Local activists are up in arms over a new bill that would make it illegal for people to gather signatures for citizen referendums at polling places.

On Wednesday, several activists crowded into the Legislature’s Veterans and Legal Affairs Committee to oppose LD 1726, which was put in at the request of Secretary of State Matt Dunlap. In addition to the signature-gathering ban, the measure would also prohibit political activities and exit polling from within 50 feet of the voting place and within 50 feet of the pathway from the parking lot to the polling place.

In an email to The Free Press, Dunlap said he does not anticipate that the bill will get much traction, but that he submitted the proposal in response to the number of complaints his office receives about the conduct of political candidates, over-aggressive signature gatherers, and other activists at polling places. He added that election officials are increasingly seeing activists set up tables to inform voters about potential referendum campaigns as well as individuals known as “poll blockers,” who argue with voters about why they shouldn’t sign a particular petition.

“I’ve been a strong supporter of the initiative process through my entire tenure as Secretary of State, and that has not changed,” wrote Dunlap. “But we have to present the polling place to the voter as a place where they can securely and freely vote; everything else is subordinate to that. When a voter tells me that they only vote by absentee ballot now because they can’t tolerate ‘running the gauntlet’ of candidate and issue campaigns, I believe we have to have a conversation, which is what Section 13 presents.”

He said an alternative solution to the problem may be to ask groups to coordinate with town clerks in advance of election day to ensure that there is enough space and that officials know they’re coming.

Under Maine law, the number of signatures a citizen initiative needs to get in order to qualify for the ballot must be at least 10 percent of the number of votes cast in the previous gubernatorial election, which is currently over 61,000. There are now three citizen initiatives circulating, including a people’s veto that would force the state to adopt ranked-choice voting for the 2018 elections, a proposal to tax the wealthy to fund homecare for seniors and people with disabilities, and an initiative that would require Maine to join an interstate compact to abolish the Electoral College.

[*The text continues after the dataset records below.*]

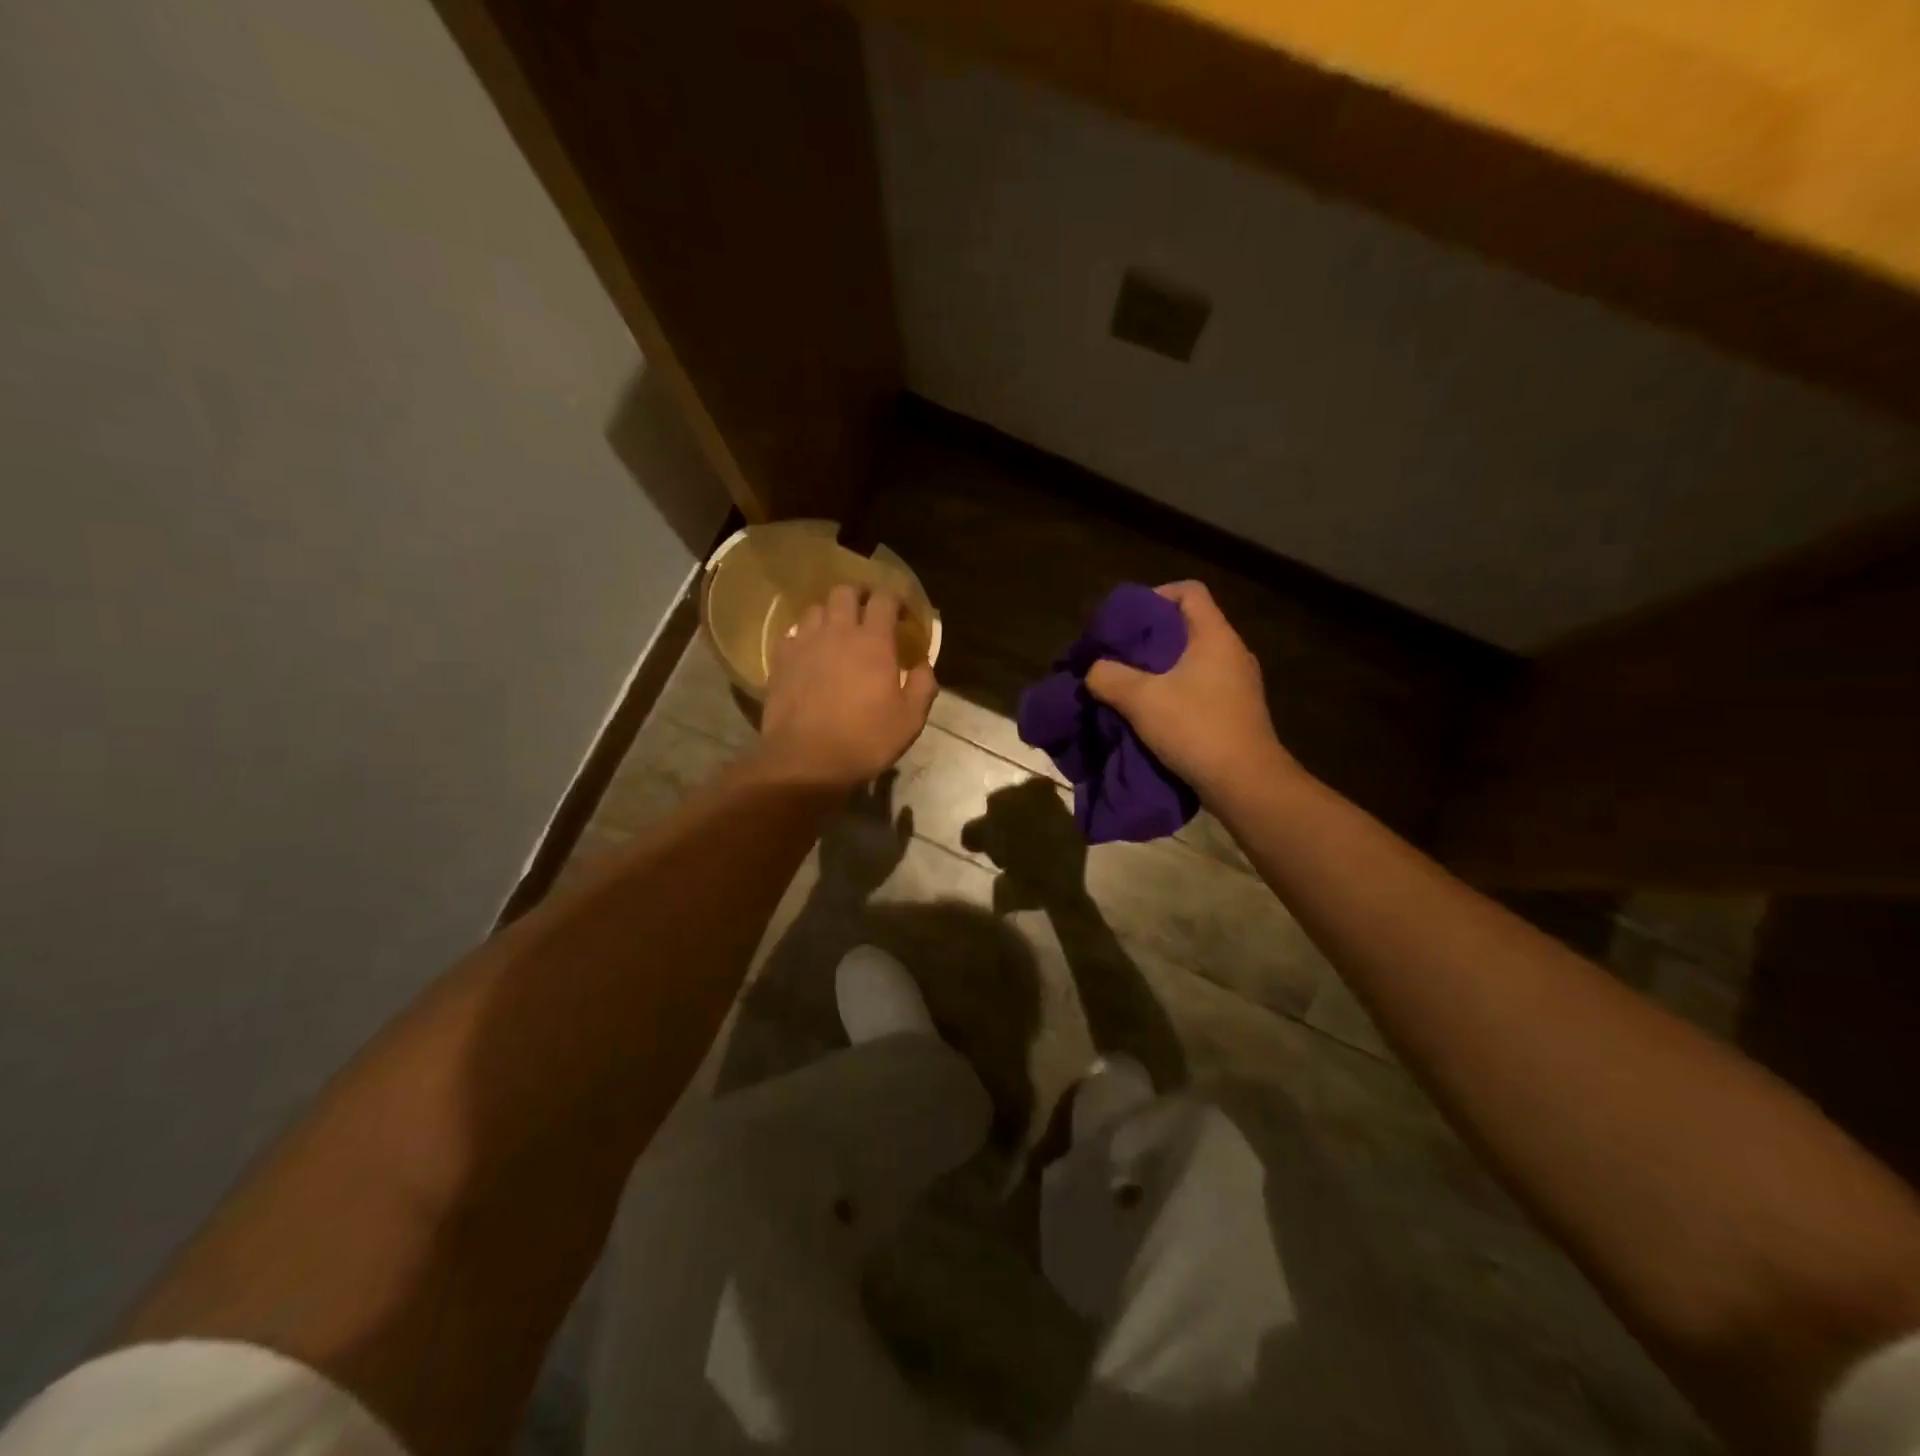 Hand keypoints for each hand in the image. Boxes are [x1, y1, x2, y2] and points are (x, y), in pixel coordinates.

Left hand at [759, 584, 936, 789]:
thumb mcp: (910, 720)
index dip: (896, 600)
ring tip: (837, 631)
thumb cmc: (865, 740)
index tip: (903, 616)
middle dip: (859, 595)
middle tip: (868, 612)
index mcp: (873, 641)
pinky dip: (805, 636)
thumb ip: (922, 686)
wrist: (806, 761)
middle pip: (845, 591)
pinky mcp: (781, 660)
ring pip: (816, 608)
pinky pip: (792, 634)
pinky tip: (810, 652)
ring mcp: (804, 643)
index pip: (885, 599)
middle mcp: (837, 632)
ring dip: (830, 613)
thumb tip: (923, 664)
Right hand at [1084, 581, 1293, 796]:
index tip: (1128, 619)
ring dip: (1161, 668)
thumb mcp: (1141, 700)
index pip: (1189, 591)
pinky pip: (1202, 687)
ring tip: (1130, 685)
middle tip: (1119, 654)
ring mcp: (1239, 684)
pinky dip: (1176, 691)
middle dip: (1150, 637)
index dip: (1156, 595)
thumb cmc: (1196, 729)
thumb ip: (1109, 677)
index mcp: (1215, 636)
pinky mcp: (1237, 711)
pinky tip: (1154, 713)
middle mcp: (1232, 653)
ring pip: (1194, 660)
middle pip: (1188, 626)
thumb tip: (1094, 670)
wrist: (1246, 784)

Maine People’s Alliance spokesman Mike Tipping — who helped lead the citizen referendum campaign to increase the minimum wage — argued that continuing to allow activists to gather signatures at polling places is essential to the democratic process.

“Banning volunteer signature gathering on election day would be devastating for Maine’s system of direct democracy and would only benefit wealthy interests with millions to spend on paid signature collection,” said Tipping. “For grassroots efforts like raising the minimum wage and expanding Medicaid, allowing hundreds of volunteers to gather signatures by talking to their neighbors outside their polling places was absolutely critical.”

Lincolnville resident Mike Ray noted that the proposal would also ban groups from fundraising at the polls, such as the local church that raises money for heating assistance.

“I appreciate you taking on the task, but I do wish though that you wouldn’t kick out the church ladies in Lincolnville,” said Ray. “This is how we fill our oil tanks by selling baked goods.”

A handful of people expressed support for the bill, including Portland resident Joshua Chaisson of the group Restaurant Workers of Maine, which lobbied hard to repeal the increase in the subminimum wage for tipped employees. He called Maine People’s Alliance a “deplorable organization” and said he opposed the ranked-choice voting referendum because it is “unconstitutional.”

“If the MPA can continue to put forward referenda that goes against our laws and our Maine values, it will stop at nothing to garner more signatures for what they feel is best for our state,” said Chaisson.

However, former Sportsman’s Alliance of Maine Director George Smith pointed out that voters soundly defeated referendums to allow a casino in York County, ban bear baiting and require universal background checks despite the amount of out-of-state money funding the campaigns. He noted that the governor and Legislature already have the ability to repeal voter-mandated laws and are currently trying to block funding for the new Medicaid expansion law.

“If you want to change the most serious problem I see with the citizen initiative process,” he added, “it would be to find a way to limit the opportunities of the Governor and legislature to deny what the people want. You could start with Medicaid expansion.... I think most of the problems are in this building, not out there.”